Top of Provided records

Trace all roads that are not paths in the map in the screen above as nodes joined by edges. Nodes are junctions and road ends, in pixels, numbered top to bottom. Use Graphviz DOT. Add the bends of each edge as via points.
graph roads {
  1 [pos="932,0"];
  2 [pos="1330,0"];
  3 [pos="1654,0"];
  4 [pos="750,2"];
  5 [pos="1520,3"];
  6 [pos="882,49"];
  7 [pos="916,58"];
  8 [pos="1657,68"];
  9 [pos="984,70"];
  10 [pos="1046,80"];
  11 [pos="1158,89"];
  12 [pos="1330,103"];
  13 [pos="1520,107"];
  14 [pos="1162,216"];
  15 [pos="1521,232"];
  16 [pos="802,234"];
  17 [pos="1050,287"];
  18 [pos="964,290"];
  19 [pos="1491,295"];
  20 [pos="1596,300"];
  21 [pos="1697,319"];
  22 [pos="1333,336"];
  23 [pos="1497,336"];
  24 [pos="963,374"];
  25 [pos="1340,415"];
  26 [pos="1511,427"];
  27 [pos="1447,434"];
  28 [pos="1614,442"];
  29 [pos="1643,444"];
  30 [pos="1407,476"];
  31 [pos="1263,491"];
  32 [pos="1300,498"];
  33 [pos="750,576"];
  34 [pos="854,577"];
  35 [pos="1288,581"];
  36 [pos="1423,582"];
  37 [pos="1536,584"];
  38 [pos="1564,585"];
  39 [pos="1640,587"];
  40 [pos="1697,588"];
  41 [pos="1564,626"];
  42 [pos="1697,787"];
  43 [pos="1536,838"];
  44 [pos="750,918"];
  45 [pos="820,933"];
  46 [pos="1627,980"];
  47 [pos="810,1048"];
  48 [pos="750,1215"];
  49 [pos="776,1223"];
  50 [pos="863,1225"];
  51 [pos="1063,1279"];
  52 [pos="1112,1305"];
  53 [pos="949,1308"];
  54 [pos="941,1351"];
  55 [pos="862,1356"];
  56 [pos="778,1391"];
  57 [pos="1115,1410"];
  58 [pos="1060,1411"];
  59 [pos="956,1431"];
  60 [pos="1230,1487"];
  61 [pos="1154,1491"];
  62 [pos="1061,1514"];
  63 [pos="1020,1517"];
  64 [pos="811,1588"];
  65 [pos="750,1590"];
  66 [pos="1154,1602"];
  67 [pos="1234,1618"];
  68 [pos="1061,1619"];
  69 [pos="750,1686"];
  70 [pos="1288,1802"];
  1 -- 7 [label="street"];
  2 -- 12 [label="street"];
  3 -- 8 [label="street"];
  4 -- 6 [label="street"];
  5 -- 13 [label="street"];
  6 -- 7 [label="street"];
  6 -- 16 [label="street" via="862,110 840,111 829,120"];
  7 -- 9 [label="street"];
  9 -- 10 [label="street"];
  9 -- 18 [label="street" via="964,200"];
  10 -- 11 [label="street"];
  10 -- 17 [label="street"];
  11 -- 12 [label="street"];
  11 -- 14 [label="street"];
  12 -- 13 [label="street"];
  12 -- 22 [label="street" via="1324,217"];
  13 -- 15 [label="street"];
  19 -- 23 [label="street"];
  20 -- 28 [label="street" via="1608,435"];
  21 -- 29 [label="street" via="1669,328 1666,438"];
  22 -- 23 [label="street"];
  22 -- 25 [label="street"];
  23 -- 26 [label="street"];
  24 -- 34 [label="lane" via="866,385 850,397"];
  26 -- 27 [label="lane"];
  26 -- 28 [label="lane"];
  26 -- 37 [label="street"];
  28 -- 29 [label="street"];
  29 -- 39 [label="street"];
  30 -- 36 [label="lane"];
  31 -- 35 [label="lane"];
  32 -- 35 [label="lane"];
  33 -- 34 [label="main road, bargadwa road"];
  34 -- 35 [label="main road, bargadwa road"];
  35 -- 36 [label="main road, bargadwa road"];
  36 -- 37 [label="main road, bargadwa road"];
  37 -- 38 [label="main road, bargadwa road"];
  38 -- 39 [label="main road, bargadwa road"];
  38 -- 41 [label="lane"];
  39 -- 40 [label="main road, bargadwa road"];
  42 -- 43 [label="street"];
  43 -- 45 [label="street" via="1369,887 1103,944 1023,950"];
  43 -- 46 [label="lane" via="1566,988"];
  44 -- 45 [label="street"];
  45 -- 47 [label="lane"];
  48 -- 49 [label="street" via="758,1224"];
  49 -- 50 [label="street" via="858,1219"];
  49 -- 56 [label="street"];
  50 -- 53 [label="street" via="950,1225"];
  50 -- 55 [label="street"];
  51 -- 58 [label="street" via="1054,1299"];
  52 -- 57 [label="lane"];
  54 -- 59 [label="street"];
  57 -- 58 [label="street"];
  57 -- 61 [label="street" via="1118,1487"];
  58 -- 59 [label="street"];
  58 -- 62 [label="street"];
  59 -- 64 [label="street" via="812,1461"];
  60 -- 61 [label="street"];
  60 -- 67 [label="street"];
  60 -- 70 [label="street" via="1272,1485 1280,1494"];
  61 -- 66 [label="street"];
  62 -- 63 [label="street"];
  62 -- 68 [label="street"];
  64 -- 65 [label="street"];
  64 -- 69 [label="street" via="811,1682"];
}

Bottom of Provided records
Top of Provided records

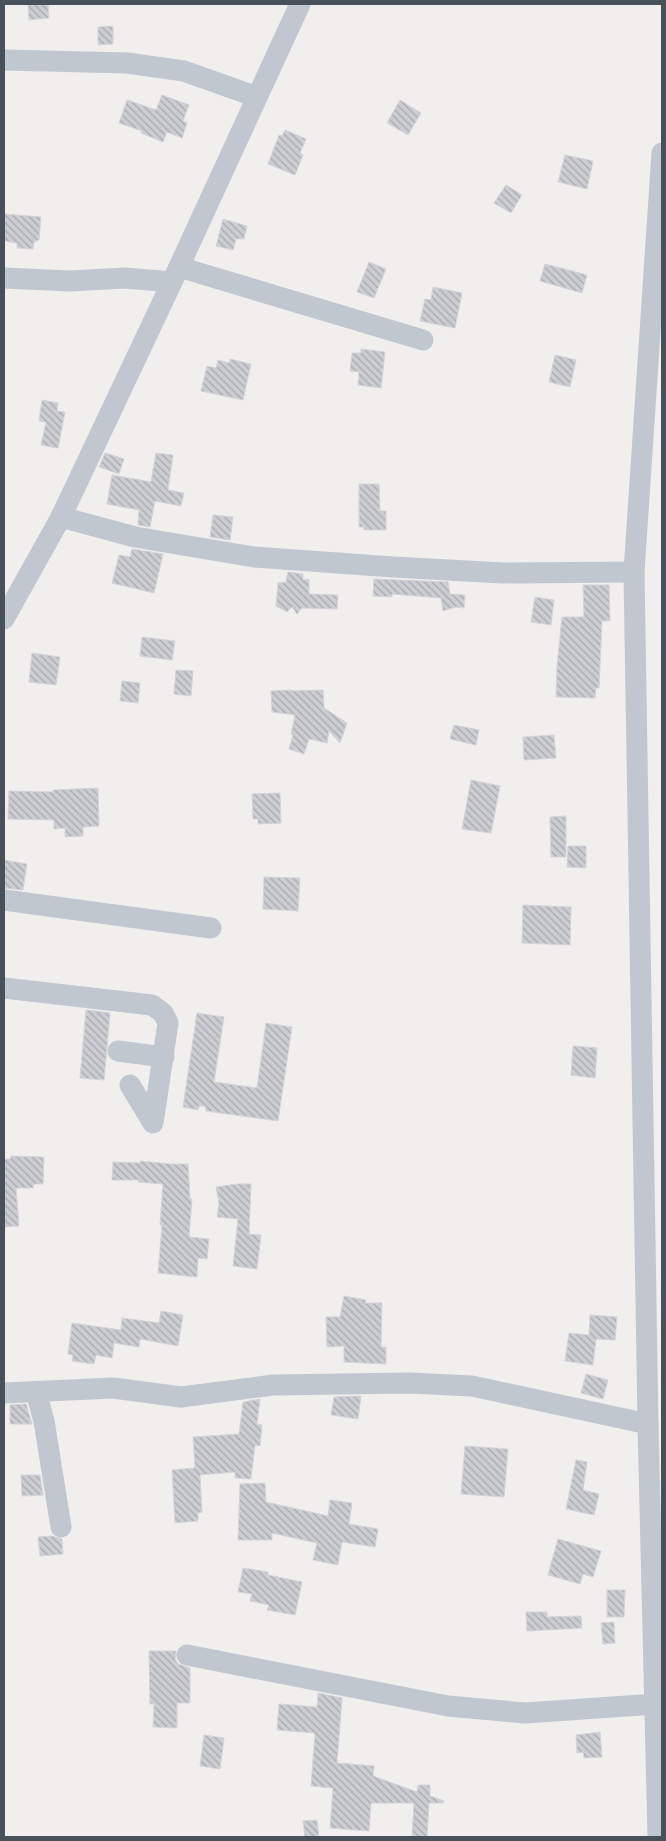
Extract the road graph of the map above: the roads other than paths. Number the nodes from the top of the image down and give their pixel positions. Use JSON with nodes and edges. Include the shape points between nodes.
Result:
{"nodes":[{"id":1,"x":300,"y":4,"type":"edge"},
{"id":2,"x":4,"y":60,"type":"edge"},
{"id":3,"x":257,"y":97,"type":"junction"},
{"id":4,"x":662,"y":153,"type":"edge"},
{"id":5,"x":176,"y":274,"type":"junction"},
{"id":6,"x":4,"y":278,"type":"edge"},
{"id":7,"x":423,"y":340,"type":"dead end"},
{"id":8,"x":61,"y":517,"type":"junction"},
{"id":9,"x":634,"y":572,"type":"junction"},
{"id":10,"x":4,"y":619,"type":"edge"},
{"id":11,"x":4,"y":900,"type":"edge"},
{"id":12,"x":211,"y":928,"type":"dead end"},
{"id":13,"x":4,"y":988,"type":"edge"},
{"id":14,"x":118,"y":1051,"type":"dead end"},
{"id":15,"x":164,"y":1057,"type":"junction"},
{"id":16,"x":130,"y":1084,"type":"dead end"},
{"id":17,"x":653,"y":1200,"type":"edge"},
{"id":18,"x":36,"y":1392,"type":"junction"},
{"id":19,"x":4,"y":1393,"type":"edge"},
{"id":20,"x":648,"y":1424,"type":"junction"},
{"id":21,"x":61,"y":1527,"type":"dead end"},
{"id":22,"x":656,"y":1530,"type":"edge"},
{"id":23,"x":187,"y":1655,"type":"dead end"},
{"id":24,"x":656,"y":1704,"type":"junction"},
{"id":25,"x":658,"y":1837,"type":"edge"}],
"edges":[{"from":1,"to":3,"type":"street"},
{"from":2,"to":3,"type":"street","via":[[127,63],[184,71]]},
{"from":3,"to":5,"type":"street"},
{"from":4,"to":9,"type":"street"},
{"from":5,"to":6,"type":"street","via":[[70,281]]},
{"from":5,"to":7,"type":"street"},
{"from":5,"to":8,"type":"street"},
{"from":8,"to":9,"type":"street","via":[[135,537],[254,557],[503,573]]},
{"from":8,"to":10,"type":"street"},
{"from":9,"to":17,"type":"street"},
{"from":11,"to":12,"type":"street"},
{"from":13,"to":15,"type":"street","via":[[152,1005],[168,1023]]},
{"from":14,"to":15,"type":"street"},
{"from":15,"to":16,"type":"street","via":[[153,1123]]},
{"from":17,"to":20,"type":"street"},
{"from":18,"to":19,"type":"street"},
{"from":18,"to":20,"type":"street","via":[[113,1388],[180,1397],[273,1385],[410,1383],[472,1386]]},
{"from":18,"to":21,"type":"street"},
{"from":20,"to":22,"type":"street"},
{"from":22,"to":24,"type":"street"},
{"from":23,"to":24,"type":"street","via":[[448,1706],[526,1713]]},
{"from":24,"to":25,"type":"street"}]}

Bottom of Provided records

Exercise →
Ascertain the number of lines in the entries that include the word "above", and report only that number.

Result below →
2